Use lower wattage powerheads for tank movement...MjMods, Koralia's, Seio's or Tunze's are a much better choice for water movement in the display. If you want to run an OM or eductors do it on a closed loop not through the return pump.
 
if he's anything like me he doesnt want huge pumps in his display

you just need to measure it with a tape measure and see

you dont want it to be too low, that really sucks

and honestly, if you have it too high and you're afraid of overflowing...well if its going to overflow .5" its going to overflow 1.5" so what's the difference?
 
but if he's not going to have a stand-alone fuge, it almost defeats the purpose of having a fuge. With that much water movement in the fuge, there's not enough time to break down nitrates and such.
 
I don't know about how tall but make sure you have 18" of water surface per 1200 GPH. Even though that pump will be more like 900-1000 GPH by time it gets to the tank due to head pressure.

I didn't think about that on my 180, and I cannot turn my pump up all the way with out mod-ing my overflow.

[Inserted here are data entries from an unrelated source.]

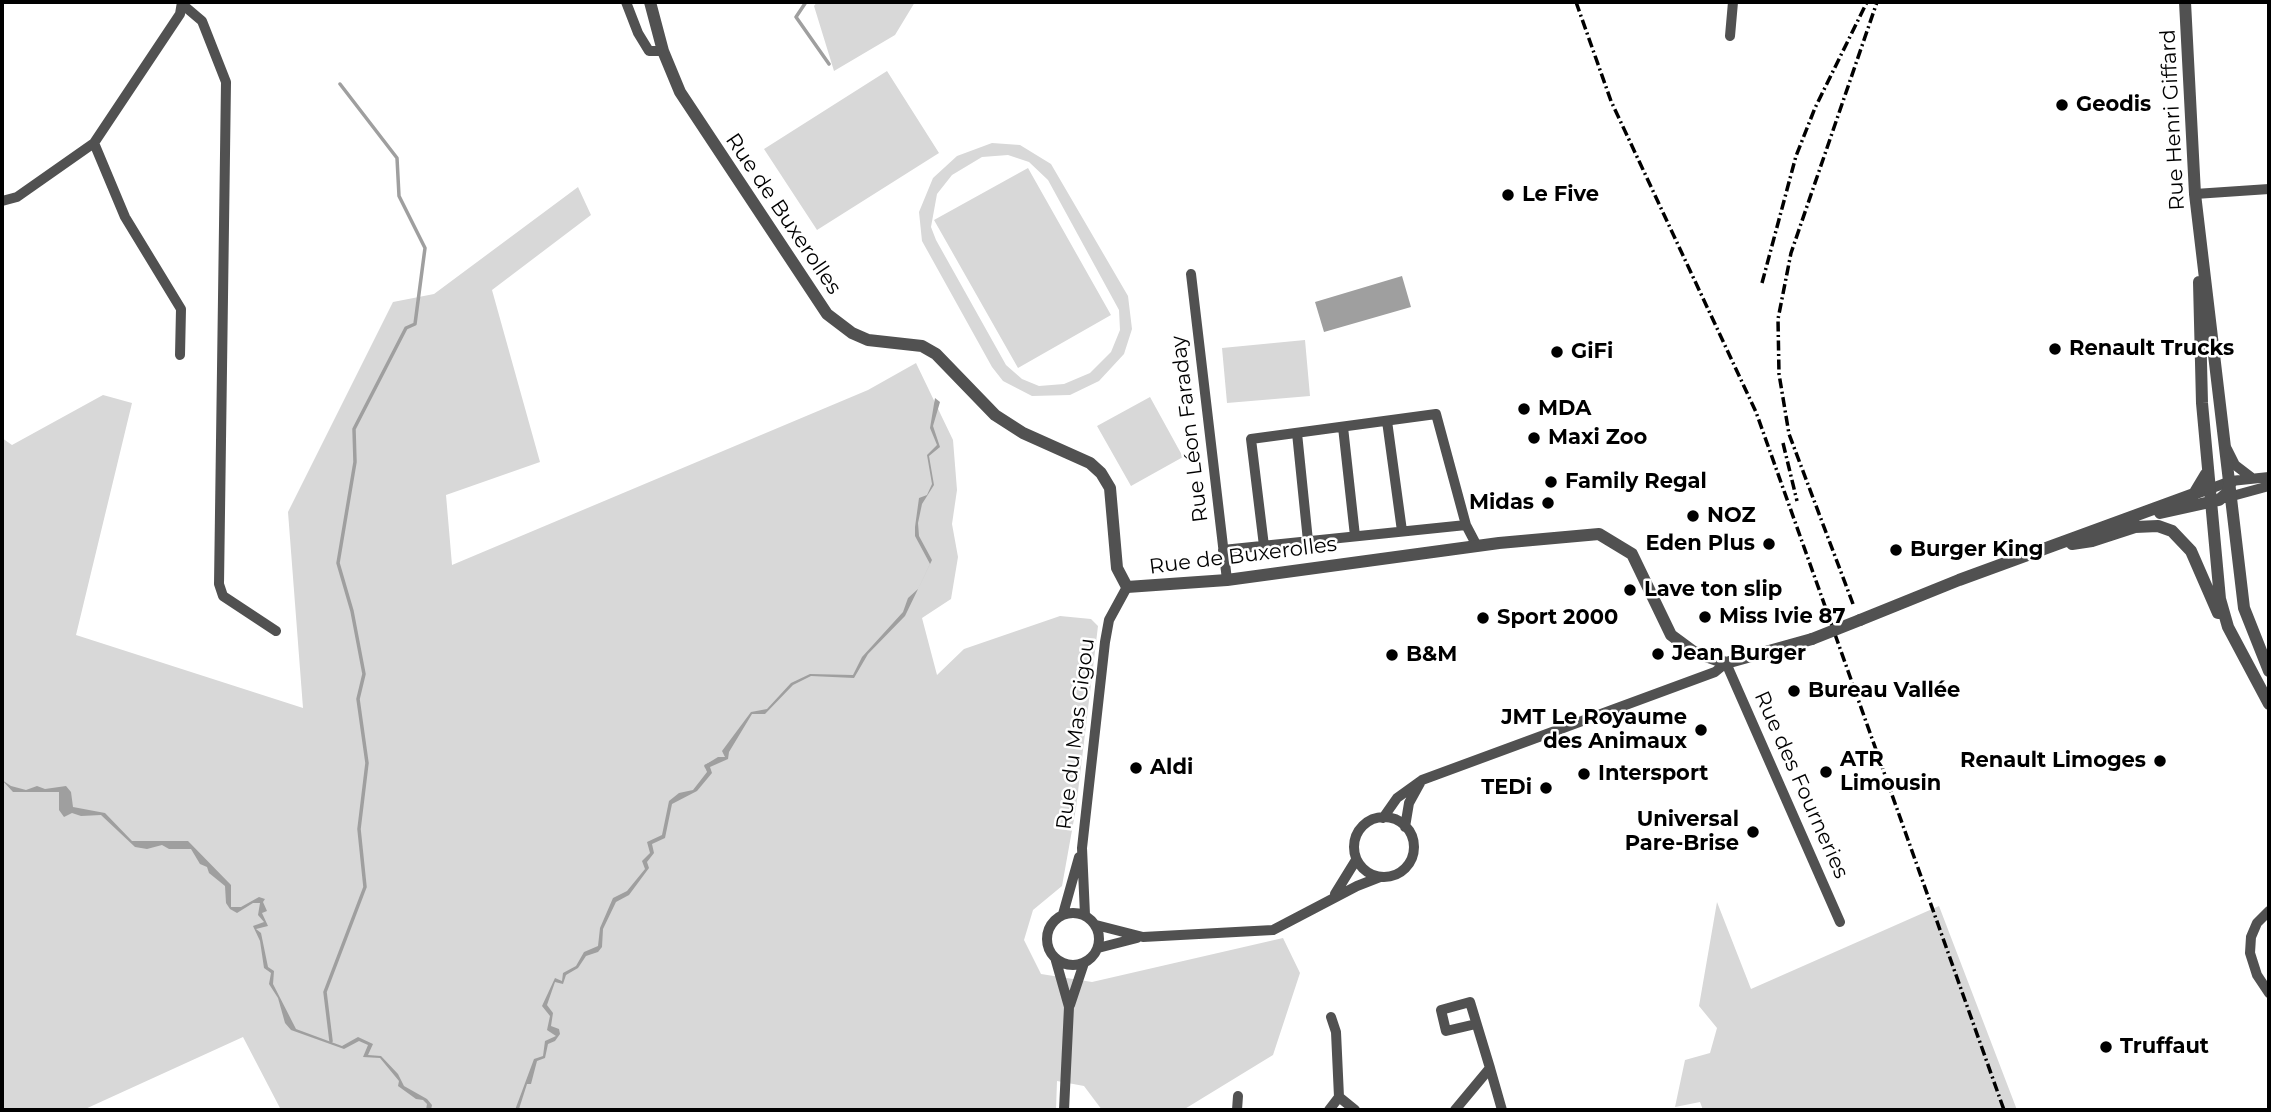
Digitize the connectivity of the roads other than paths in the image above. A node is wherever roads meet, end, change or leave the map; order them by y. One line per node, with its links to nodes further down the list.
1 (625, 2): 7 (street)
2 (650, 2): 7 (street, Rue de Buxerolles)
3 (1733, 2): 6 (street)
4 (2185, 2): 10 (street, Rue Henri Giffard)
5 (182, 3): 8 (street); 41 (street)
6 (1730, 36)
7 (663, 51): 39 (street, Rue de Buxerolles)
8 (94, 143): 11 (street); 14 (street)
9 (2269, 190): 10 (street)
10 (2195, 194): 12 (street, Rue Henri Giffard)
11 (2, 201)
12 (2199, 237): 18 (street, Rue Henri Giffard); 19 (street, Rue Henri Giffard)
13 (1191, 274): 37 (street, Rue Léon Faraday)
14 (180, 355)
15 (1387, 421): 16 (street); 30 (street); 31 (street)
16 (1343, 427): 17 (street); 32 (street)
17 (1297, 433): 33 (street); 34 (street)
18 (2226, 446): 22 (street); 23 (street, Rue Henri Giffard)
19 (2205, 449): 20 (street, Rue Henri Giffard); 23 (street)
20 (2207, 466): 25 (street, Rue Henri Giffard); 27 (street)
21 (2269, 477): 22 (street)
22 (2252, 478): 23 (street)
23 (2231, 481): 25 (street); 26 (street, Rue Henri Giffard); 28 (street)
24 (2269, 486): 26 (street)
25 (2209, 489): 27 (street); 28 (street, Rue Henri Giffard)
26 (2232, 496): 28 (street); 43 (street, Rue Henri Giffard)
27 (2185, 497): 29 (street)
28 (2214, 502): 29 (street); 40 (street, Rue Henri Giffard)
29 (2141, 514): 36 (street)
30 (1466, 525): 31 (street); 35 (street)
31 (1402, 531): 32 (street)
32 (1355, 536): 33 (street)
33 (1308, 541): 34 (street)
34 (1264, 546): 37 (street)
35 (1477, 546): 38 (street, Rue de Buxerolles); 42 (street, Rue de Buxerolles)
36 (2047, 547): 40 (street); 42 (street, bridge)
37 (1223, 550): 38 (street, Rue Léon Faraday)
38 (1227, 580): 39 (street, Rue de Buxerolles)
39 (1127, 587): 48 (street, Rue du Mas Gigou)
40 (2228, 627): 44 (street)
41 (276, 631)
42 (1726, 663): 45 (street); 55 (street, Rue des Fourneries)
43 (2269, 671)
44 (2269, 704)
45 (1422, 780): 46 (street); 47 (street)
46 (1383, 818): 47 (street); 49 (street)
47 (1405, 827): 50 (street)
48 (1082, 848): 53 (street, Rue du Mas Gigou); 54 (street, Rue du Mas Gigou)
49 (1356, 860): 50 (street); 51 (street)
50 (1380, 877): 51 (street)
51 (1331, 899): 57 (street)
52 (2269, 911): 61 (street)
53 (1063, 914): 54 (street); 59 (street)
54 (1084, 915): 56 (street)
55 (1840, 922)
56 (1096, 925): 57 (street); 58 (street)
57 (1143, 936): 58 (street)
58 (1098, 948): 60 (street)
59 (1056, 961): 60 (street); 62 (street)
60 (1084, 963): 62 (street)
61 (2269, 993)
62 (1069, 1007): 68 (street)
63 (1331, 1017): 67 (street)
64 (1476, 1024): 65 (street)
65 (1490, 1068): 72 (street); 73 (street)
66 (1238, 1096): 69 (street)
67 (1339, 1097): 70 (street); 71 (street)
68 (1064, 1110)
69 (1237, 1110)
70 (1329, 1110)
71 (1354, 1110)
72 (1455, 1110)
73 (1502, 1110)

Using the following input parameters
Gallons per Hour = 1200

Drain and Overflow sizes are calculated as
Recommended minimum drain pipe diameter = 1.43 inches
Recommended minimum linear overflow size = 18 inches
 
Good point guys.

I want the 2 pumps just in case one decides to die or I have to run a generator....

The other reason I want to go with a 2nd mag 12 is because I have one on my current tank and I hate having 2 different pumps. Just looks bad.

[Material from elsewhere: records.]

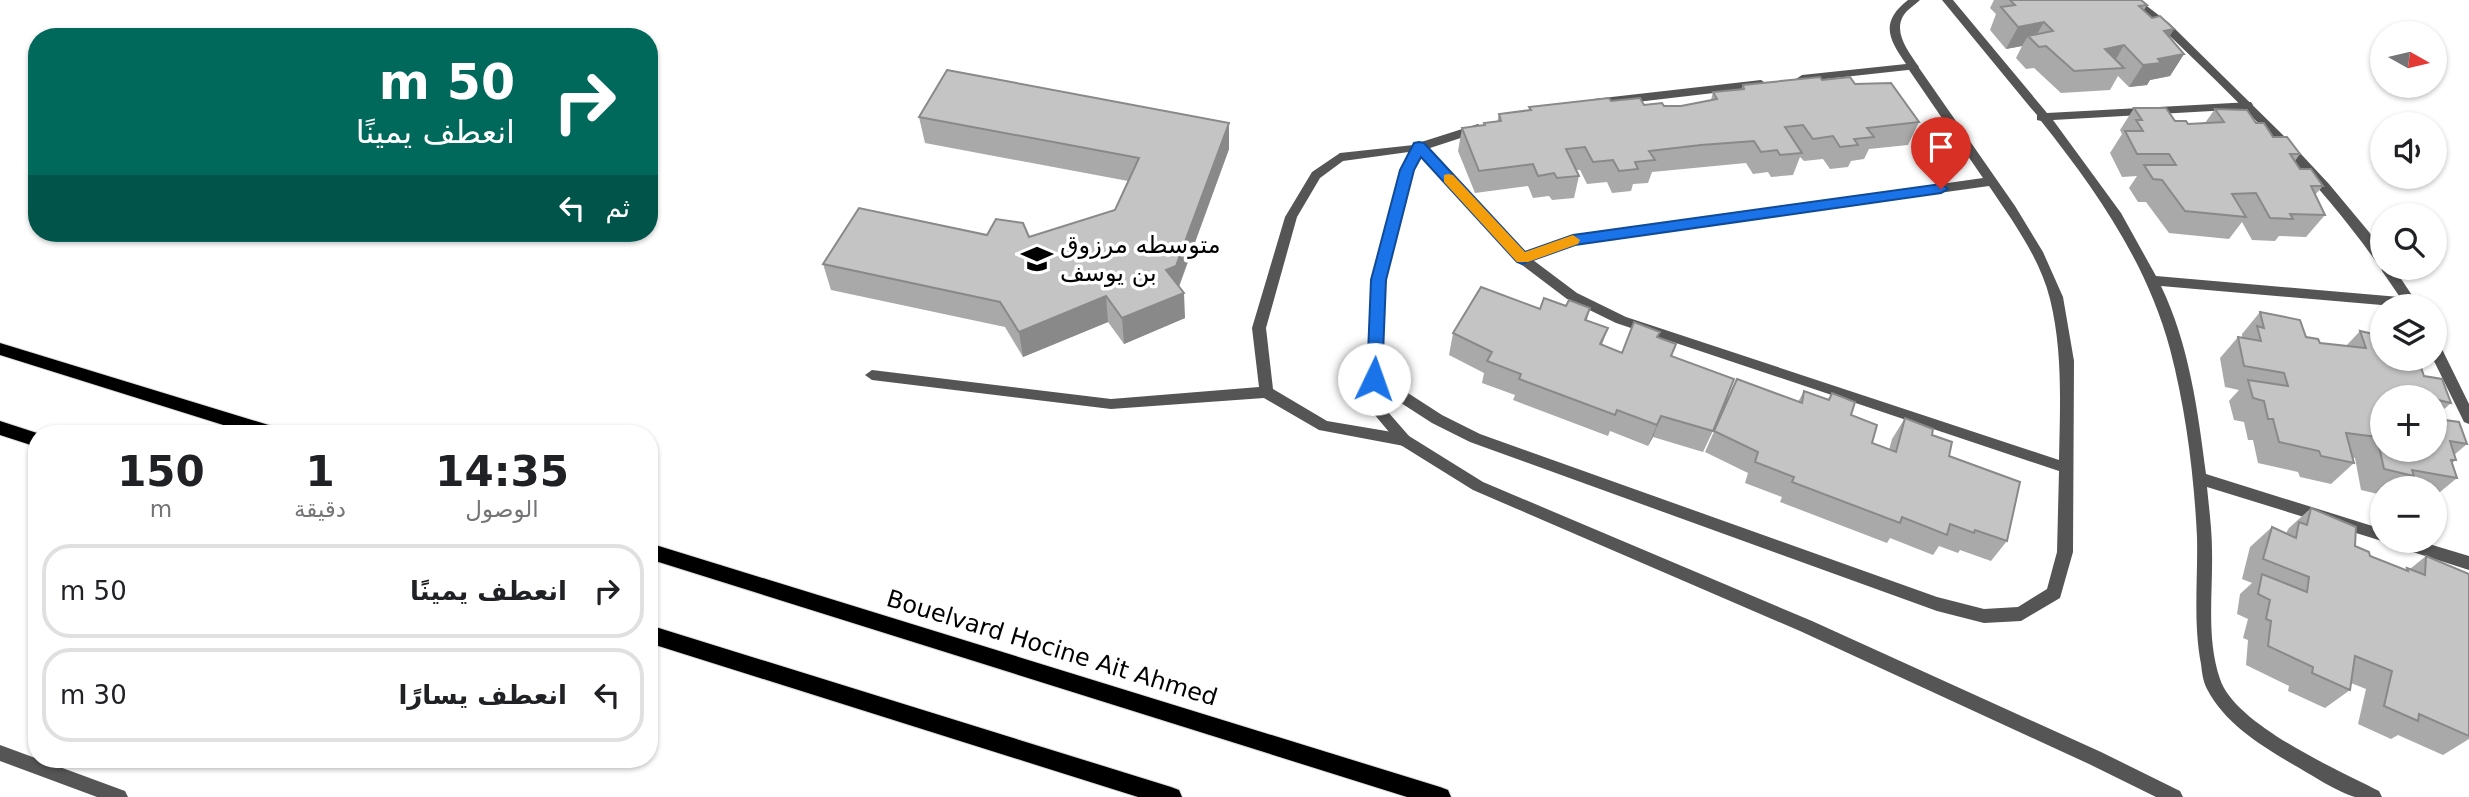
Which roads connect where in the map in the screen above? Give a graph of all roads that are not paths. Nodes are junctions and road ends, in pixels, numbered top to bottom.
1 (1915, 0) edge
2 (1947, 0) edge
3 (2132, 0) edge
4 (1913, 67) junction
5 (2247, 105) junction
6 (1575, 107) edge
7 (2041, 117) junction
8 (1497, 124) edge
9 (1419, 147) junction
10 (1993, 181) junction
11 (2370, 245) edge
12 (1522, 259) junction
13 (2152, 280) junction
14 (2370, 301) edge
15 (0, 349) edge
16 (2446, 371) edge
17 (872, 375) dead end
18 (1374, 379) junction
19 (1266, 392) junction
20 (2469, 418) edge
21 (246, 425) edge
22 (0, 428) edge
23 (28, 437) edge
24 (1404, 440) junction
25 (2066, 468) junction
26 (2198, 478) junction
27 (2370, 531) edge
28 (2437, 553) edge
29 (658, 554) edge
30 (2469, 563) edge
31 (658, 637) edge
32 (0, 753) edge
33 (28, 763) edge
34 (40, 768) edge
35 (118, 797) edge
36 (1171, 797) edge
37 (1440, 797) edge
38 (2174, 797) edge
39 (2373, 797) edge

1 - 4 street
2 - 7 street
3 - 5 street
4 - 6 street
4 - 10 street
5 - 7 street
5 - 11 street
7 - 13 street
8 - 9 street
9 - 12 street
9 - 18 street
9 - 19 street
10 - 12 street
10 - 25 street
12 - 25 street
13 - 14 street
13 - 26 street
15 - 21 main road
16 - 20 street
17 - 19 street
18 - 24 street
18 - 25 street
19 - 24 street
22 - 23 main road
24 - 38 street
26 - 27 street
26 - 39 street
28 - 30 street
29 - 37 main road, Bouelvard Hocine Ait Ahmed
31 - 36 main road
32 - 33 street
34 - 35 street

I know the darn things get hot and do add a lot of heat to the sytem but even with my 75 gallon tank (75gal total volume) the mag 12 is only adding 1.2F to my system. The new system will be about 140 gallons.

I was planning on having a seperate chamber for the 2nd pump just to have it submerged. Reduces the noise and heat.

The sump is going to be 67" long 13" wide and 16" tall. Even if I were to use both pumps as returns I don't think that I would have too much flow....

latazyo is correct. I hate the look of powerheads in the front, back anywhere in the display. If everything does go according to plan I will have no pumps and other things in the display. I was planning on jets all across the top of the tank pointing all over the place. Something like lockline but home made.

Thank you,

BK
 
Lon,

the plan was to have a 6" front to back and 12" wide overflowbox in the tank. So that gives me 24". With 2 of the pumps running I should increase that to 33".

If I wanted to play it safe I would have to make the box something like 5" deep and 25" wide. That would look bad and would reduce the size of the tank.

I think the 2nd mag 12 might have to go onto a closed loop.

Anyone else have any ideas?

BK
 
Why not use an Eheim 1260 instead?

If you are only going to keep softies and low flow creatures then your plan will be fine. It won't be enough flow for SPS and you'll end up with powerheads if you want SPS.

Something to consider...the most nutrient ladden water is at the surface of the display...your overflow takes that water to the sump where it is processed and returned to the display. The longer that water is in the sump the more of it is processed and more nutrients removed. By sending it so fast through the sump you are not processing it, you are mixing those nutrients back into the water of the display. You have the added issue of noise from the overflow and heat from the pumps. If you run a smaller return pump the water gets processed longer. I keep a small powerhead in the sump to get the chaeto the flow it likes. Use a closed loop for additional flow in the display which also cuts down on heat.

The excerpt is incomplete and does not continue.